Non va infine dimenticato l’impegno del PCI durante la
Resistenza, alla quale innanzitutto fornì un modello di
azione stringendo nel 1934, e a dispetto delle
indicazioni Internazionaliste, «un patto di unità
d’azione contro il fascismo» con i socialisti di Nenni,
che di fatto favorì l’azione unitaria di tutte le
componenti dell’antifascismo durante la guerra di
liberazione.
Ma il PCI, poi, diede al
movimento partigiano un numero di uomini e di strutture
più consistente « rispetto a quella di altre forze
politiche antifasciste: su 1.090 brigate partigiane che
si costituirono durante la Resistenza, 575 furono quelle
a direzione comunista intitolate a Garibaldi.

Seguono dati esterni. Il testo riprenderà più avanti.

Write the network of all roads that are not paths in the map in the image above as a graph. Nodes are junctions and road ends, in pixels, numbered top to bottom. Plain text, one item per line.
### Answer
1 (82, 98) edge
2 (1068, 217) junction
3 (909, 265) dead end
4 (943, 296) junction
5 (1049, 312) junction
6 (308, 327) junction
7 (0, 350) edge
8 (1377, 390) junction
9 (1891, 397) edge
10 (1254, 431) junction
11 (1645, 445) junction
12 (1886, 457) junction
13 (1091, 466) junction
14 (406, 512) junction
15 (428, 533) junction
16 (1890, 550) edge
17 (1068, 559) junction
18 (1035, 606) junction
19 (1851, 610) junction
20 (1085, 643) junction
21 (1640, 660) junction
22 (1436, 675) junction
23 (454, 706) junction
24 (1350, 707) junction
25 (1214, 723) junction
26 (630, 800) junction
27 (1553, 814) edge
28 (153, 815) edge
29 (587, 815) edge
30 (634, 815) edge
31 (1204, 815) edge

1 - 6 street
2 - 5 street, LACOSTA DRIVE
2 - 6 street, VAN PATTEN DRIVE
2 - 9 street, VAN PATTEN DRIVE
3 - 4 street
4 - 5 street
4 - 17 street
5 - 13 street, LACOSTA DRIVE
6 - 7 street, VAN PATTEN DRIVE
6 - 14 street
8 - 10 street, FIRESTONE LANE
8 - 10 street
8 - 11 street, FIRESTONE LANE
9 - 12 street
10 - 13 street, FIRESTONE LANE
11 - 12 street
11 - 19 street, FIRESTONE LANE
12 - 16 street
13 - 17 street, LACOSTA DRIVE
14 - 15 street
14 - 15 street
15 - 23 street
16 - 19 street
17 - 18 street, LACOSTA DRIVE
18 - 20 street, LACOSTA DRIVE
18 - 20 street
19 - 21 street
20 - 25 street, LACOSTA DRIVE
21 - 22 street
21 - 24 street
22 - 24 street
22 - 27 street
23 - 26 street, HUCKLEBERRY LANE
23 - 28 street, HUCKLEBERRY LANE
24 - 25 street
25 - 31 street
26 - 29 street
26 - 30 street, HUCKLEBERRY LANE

Complessivamente alla fine del 1944 le Brigate Garibaldi
inquadravano 50.000 partigiani ».
Un impegno profondo,
diffuso e costoso in termini di vite umane, che permette
di comprendere l’attaccamento del PCI alla Resistenza,
la sua caparbia volontà di iscriverlo nella propria più
intima identità, di “monopolizzarne” l’eredità, quasi ci
si trovasse di fronte ad un evento dell’Inizio, un
evento dunque mitico.
La Storia del PCI di Albertina Vittoria,
corredata da una ricca e preziosa “Bibliografia
ragionata”, rappresenta, insomma, un testo importante
per rivolgere al passato nazionale un occhio più maturo
e riflessivo. Un testo, ribadisco, di divulgazione e
introduzione ma che si dimostra capace, forse proprio
per questa sua origina “umile”, di guidare il lettore in
una storia intrecciata e niente affatto lineare.
E, inoltre, di fare
pacata, garbata, ma critica e ferma chiarezza di una
storia su cui il frastuono delle voci contrarie “a
prescindere” e il mormorio della chiacchiera “oggettiva”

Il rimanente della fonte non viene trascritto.